The pandemic has created the circumstance to revisit numerous policies around addiction treatment,32 particularly in reconsidering what patient-centered methadone treatment should look like moving forward post-pandemic.33,34 While some patients may require the pre-pandemic high level of supervision of OTPs, many may not. Pharmacy-based methadone dosing, technologies including time-release lockboxes and smartphone apps, and reimbursing tele-health services could be a way to mitigate OTP leaders’ and regulators’ concerns while providing more patient-centered care and addressing the structural racism inherent in OTP federal policies.7,11 Our study provides evidence to help guide future public health and policy changes and highlights potential research opportunities to improve the care for people with OUD.
Acknowledgments
We wish to thank Mark Parrino, President of the American Association for the Treatment of Opioid Dependence for facilitating survey distribution.

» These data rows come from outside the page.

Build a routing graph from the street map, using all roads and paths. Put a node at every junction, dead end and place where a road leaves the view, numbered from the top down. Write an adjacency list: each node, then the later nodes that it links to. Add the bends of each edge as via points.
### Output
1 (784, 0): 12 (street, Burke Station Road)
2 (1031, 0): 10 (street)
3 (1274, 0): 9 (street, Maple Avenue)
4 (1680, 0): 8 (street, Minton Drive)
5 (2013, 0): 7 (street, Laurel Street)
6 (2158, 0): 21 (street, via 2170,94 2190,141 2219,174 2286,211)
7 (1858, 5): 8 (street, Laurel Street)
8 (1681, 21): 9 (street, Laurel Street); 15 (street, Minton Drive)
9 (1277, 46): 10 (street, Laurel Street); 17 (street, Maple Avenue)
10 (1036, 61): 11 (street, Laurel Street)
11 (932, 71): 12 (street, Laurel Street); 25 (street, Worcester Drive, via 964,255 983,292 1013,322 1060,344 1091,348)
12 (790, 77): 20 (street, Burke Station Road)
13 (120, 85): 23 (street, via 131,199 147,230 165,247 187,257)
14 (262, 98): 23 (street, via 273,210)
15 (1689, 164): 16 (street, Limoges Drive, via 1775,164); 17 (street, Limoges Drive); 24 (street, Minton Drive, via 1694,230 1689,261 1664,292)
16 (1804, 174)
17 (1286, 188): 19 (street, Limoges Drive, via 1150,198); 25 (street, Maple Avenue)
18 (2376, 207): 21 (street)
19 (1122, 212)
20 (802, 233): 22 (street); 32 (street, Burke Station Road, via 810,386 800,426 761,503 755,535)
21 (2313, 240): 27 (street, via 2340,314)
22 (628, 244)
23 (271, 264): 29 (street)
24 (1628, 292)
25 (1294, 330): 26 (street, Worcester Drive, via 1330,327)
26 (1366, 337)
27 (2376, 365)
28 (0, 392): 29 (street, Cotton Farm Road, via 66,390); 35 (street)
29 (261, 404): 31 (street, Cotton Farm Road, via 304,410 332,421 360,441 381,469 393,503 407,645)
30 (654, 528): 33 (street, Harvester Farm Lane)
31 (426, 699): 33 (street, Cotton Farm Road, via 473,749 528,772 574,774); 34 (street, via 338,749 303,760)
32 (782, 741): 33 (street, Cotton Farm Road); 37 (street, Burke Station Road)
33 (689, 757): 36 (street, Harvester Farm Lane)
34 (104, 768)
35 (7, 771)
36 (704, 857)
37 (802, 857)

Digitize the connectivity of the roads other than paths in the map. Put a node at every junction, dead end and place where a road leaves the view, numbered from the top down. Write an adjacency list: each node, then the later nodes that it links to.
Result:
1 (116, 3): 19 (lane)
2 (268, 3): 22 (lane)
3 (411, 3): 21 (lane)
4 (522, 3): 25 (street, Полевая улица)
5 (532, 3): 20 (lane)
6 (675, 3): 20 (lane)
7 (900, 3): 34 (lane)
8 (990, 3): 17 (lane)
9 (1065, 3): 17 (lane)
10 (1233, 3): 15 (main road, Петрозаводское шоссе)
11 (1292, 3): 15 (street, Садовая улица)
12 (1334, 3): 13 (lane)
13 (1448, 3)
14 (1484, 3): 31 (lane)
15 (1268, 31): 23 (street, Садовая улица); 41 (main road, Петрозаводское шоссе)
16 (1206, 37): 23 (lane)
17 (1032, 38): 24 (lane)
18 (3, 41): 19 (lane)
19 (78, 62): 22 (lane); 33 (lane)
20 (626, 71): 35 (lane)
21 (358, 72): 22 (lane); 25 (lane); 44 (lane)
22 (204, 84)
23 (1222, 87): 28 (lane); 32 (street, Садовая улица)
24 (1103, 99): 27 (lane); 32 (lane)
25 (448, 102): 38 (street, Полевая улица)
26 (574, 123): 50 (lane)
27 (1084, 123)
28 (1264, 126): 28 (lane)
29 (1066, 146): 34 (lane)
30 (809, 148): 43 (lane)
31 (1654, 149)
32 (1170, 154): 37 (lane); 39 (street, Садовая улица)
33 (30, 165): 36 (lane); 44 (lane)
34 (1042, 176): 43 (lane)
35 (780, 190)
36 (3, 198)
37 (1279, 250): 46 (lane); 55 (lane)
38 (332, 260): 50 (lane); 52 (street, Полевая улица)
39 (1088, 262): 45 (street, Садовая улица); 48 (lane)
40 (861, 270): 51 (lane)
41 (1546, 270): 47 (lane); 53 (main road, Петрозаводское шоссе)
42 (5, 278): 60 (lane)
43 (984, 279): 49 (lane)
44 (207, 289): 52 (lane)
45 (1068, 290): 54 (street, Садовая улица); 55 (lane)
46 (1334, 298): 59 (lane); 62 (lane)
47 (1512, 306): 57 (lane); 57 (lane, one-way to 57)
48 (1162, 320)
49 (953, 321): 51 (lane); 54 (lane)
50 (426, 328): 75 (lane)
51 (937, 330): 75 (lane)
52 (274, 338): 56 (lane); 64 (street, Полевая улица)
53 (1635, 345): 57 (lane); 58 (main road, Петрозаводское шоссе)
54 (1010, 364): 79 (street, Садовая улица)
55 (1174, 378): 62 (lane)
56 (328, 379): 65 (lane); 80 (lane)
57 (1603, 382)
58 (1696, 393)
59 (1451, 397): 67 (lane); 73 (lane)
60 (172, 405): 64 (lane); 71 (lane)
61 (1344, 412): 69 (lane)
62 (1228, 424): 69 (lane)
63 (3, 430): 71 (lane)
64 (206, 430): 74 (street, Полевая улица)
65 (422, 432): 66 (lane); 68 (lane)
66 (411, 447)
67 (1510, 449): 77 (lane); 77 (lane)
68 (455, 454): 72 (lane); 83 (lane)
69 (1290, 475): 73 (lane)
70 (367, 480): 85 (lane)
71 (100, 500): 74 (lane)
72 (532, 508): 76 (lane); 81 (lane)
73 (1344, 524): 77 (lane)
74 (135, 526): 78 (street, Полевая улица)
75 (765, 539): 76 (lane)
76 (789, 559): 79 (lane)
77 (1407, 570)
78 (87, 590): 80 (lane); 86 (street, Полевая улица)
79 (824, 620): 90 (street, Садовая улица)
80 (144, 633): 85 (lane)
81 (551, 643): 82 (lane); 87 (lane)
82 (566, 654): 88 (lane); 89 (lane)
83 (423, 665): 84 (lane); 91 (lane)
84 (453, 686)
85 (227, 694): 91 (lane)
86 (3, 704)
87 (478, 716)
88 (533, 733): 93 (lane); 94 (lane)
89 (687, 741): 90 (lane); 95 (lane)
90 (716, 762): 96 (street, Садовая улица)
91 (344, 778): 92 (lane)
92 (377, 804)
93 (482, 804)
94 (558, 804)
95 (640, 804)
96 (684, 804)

We would like to acknowledge Research in Addiction Medicine Scholars (RAMS) program fellows and the faculty and fellows of the Division of General Internal Medicine at Oregon Health & Science University School of Medicine and Johns Hopkins University School of Medicine for their feedback on the survey development. Figure 1 created with BioRender.com. The funding organizations had no role in the design and conduct of the study; collection, management, analysis, and interpretation of the data; preparation, review, or approval of the manuscript; and decision to submit the manuscript for publication.
Funding
XAL was supported by the Samuel H. Wise General Internal Medicine Fellowship and the Research in Addiction Medicine Scholars Program [R25DA033211]. JDP was supported by the Research in Addiction Medicine Scholars Program [R25DA033211] and the National Heart, Lung, and Blood Institute [T32 HP10025]. PTK was supported by the National Institutes of Health awards UH3DA044831 and UG1DA015815. GC was supported by the National Institute on Alcohol Abuse and Alcoholism [K24 AA027483].
Footnotes
Disclosure statement
KBS serves on the Boards of Directors of the American Association for the Treatment of Opioid Dependence, and the Maryland Association for the Treatment of Opioid Dependence. He also serves on the Center for Substance Abuse Treatment National Advisory Council of the U.S. Department of Health and Human Services, Substance Abuse and Mental Health Administration. The other authors – XAL, JDP, PTK, and GC – declare that they have no known competing financial interests or personal relationships that could have appeared to influence the work reported in this paper. No potential conflict of interest was reported by the author(s).